# Streamlight HID*Now outdoor pics*



## Team Member (Nov 21, 2008)

Some of you may remember when I visited the local fire station and light it up :naughty: with my PH50..

Well, now they have called and asked if I could help them to choose some lights for their work.
I called one of my flashlight supplier and he promised to send me some lights..

It ended up to be Streamlights of different sizes in that box...







And the only real experience that I have of Streamlight is of their weaponslights, the TLR-1 and 2.

But the one light that really caught my attention was the HID Litebox, the big one on the left..


35W bulb according to manufacturer and there is no text on the ballast since that sticker has been removed by someone...
Driven by a 12V 7Ah SLA. Runtime approx 1h 45min(??)... I will have to test..







The head is connected to the battery housing with some "swivel neck" design but looks and feels a bit plastic to. I wonder how long that hold up before it breaks..

Anyway, with this swivel neck you can turn it around in almost any direction as you want to.














And there is also a beam diffuser that can be mounted quite easily..





The black ring around the lens is made up by some heavy rubber. As you can see in the pic I can easily move it with my thumb.

I have just tried it inside and not tested it outside yet but the first thing I noticed was that it does not produce a beam like the rest of my HIDs. The beamsahpe makes me think that the bulb is a bit off-center in the reflector. Not as smooth as my N30 or the PH50.

But it is most likely so that this light is intended for serious use and not beamshots...

But I thought that Streamlights products should feel a bit more "quality" than it does.. Or is it just me....:candle:

I will try to add beam pics later on tonight if the weather allows it..
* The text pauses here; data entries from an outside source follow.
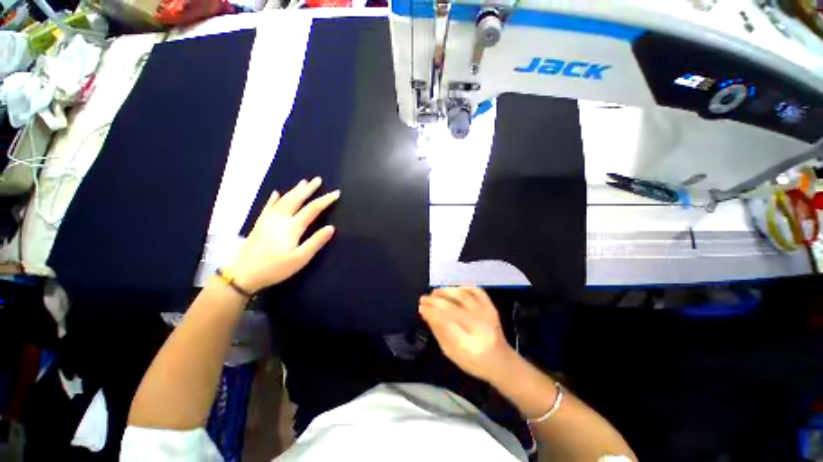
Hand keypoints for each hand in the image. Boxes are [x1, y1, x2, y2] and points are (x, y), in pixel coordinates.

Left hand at [229, 177, 338, 292]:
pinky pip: (268, 206)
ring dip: (294, 190)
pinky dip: (274, 199)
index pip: (313, 209)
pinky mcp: (260, 224)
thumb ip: (316, 242)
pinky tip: (276, 193)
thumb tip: (331, 227)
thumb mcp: (300, 258)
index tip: (336, 193)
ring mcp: (268, 219)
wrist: (243, 274)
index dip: (325, 200)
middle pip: (297, 199)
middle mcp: (280, 218)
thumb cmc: (275, 268)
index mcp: (292, 227)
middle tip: (318, 179)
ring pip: (283, 200)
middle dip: (309, 189)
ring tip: (303, 182)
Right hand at [419, 287, 516, 383]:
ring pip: (463, 296)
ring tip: (434, 292)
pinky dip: (463, 287)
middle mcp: (479, 328)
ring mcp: (488, 315)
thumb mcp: (451, 353)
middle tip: (423, 298)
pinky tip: (453, 289)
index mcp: (468, 345)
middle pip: (452, 308)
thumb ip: (438, 331)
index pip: (445, 323)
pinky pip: (477, 291)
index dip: (431, 312)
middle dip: (434, 301)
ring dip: (446, 291)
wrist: (502, 362)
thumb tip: (425, 312)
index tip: (421, 307)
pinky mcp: (492, 308)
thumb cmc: (474, 363)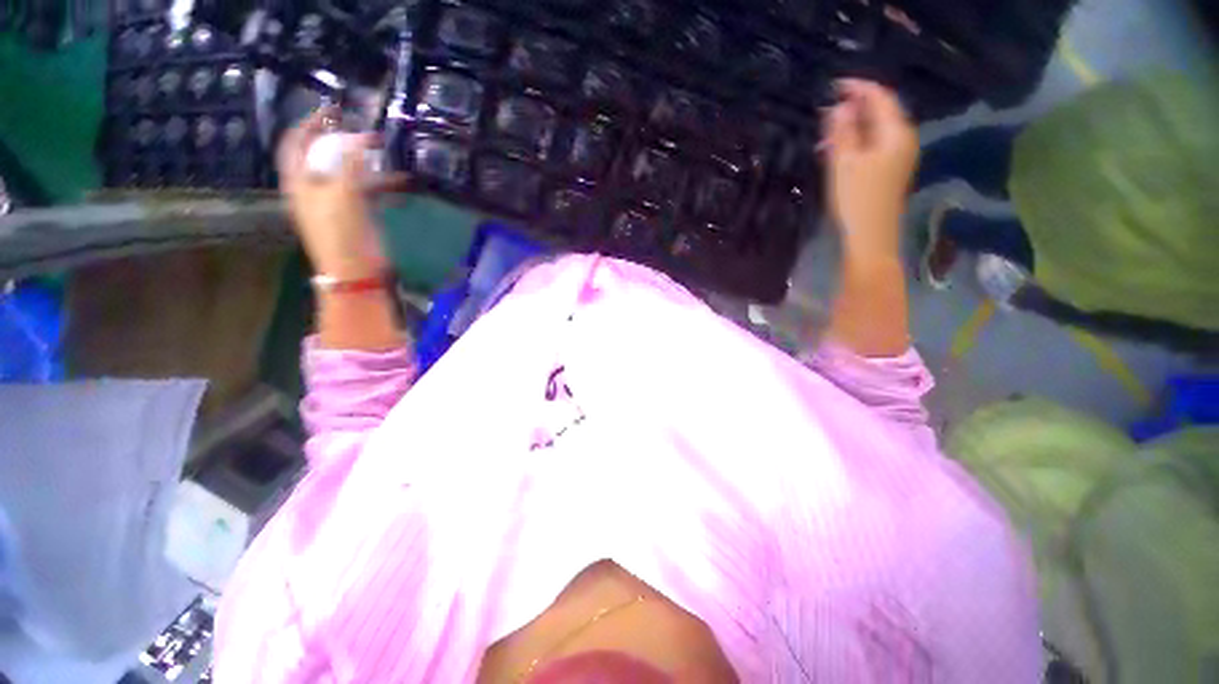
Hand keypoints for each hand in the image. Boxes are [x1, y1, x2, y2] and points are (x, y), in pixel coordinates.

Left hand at [277, 108, 403, 278]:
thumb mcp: (342, 193)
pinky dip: (382, 183)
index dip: (310, 124)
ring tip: (386, 151)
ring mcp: (337, 201)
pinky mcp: (358, 213)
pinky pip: (367, 190)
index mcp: (300, 181)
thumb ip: (350, 163)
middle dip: (343, 140)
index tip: (333, 110)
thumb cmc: (341, 231)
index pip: (296, 143)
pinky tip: (400, 180)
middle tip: (365, 129)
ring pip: (349, 172)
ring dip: (366, 161)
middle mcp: (315, 187)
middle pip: (324, 155)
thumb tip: (361, 137)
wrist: (356, 269)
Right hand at [822, 79, 918, 259]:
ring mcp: (899, 156)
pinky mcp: (890, 170)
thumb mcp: (843, 162)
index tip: (833, 86)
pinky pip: (874, 145)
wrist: (870, 237)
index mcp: (896, 132)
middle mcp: (903, 139)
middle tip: (827, 111)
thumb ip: (842, 131)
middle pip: (881, 112)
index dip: (857, 88)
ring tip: (827, 131)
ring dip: (853, 126)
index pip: (880, 97)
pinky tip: (839, 149)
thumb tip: (839, 106)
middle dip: (854, 107)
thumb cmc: (856, 199)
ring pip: (876, 130)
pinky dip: (857, 141)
And the weather wasn´t too good tonight but I manage to take a few shoots in the backyard..


First Surefire M6 WA1185 on 3*17650. Distance to trees is 76 meters.





And then the M6 using a beamdiffuser..






Litebox HID without beamdiffuser..






Litebox with diffuser..






PH50 without diffuser..






PH50 with diffuser..


----------



## kaimaikid (Nov 21, 2008)

*Re: Streamlight HID*

I like their idea to put the ballast on the outside - great for future modding 

It will be interesting to see how it throws

why would you swivle the head sideways when you can just move the lamp?

Specs:

Deep-dish parabolic reflector produces a long range high intensity focused, one million candlepower beam 
Optimum peripheral illumination for scene lighting 
Fully articulating head can be aimed precisely at target 
Two White Navigation LEDs 
35 Watt H.I.D Xenon lamp: 3350 Lumens, 1,000,000 Peak Beam Candlepower; 2000 hr. min. lifetime 
White 5mm LED (x2): 9 Lumens (each), Impervious to shock with a 100,000 hr. lifetime 
Runtime: H.I.D. lamp: up to 1.75 hrs, LEDs: 100 hrs.+ 
Groove for IR filter 
Cushioned-grip handle 
Integral D-rings allow attachment of the included shoulder strap 
Elastomer impact bumper 
High-impact ABS thermoplastic housing and weatherproof construction 
Fits existing LiteBox® Mounting Racks 
Zero-maintenance 12V, 7.2Ah sealed lead acid rechargeable up to 500 times 
Serialized for positive identification 
Available in International safety orange or black 
Length: 14.9 in. (38 cm) 
Body Width: 5.1 in. (13 cm) 
Overall Height: 8.8 in. (23 cm) 
Head Diameter: 7.7 in. (20cm) 
Weight with battery: 10.1 lbs (4.6 kg) 
Limited lifetime warranty. No warranty on lamp. One year warranty on battery, rack and cords.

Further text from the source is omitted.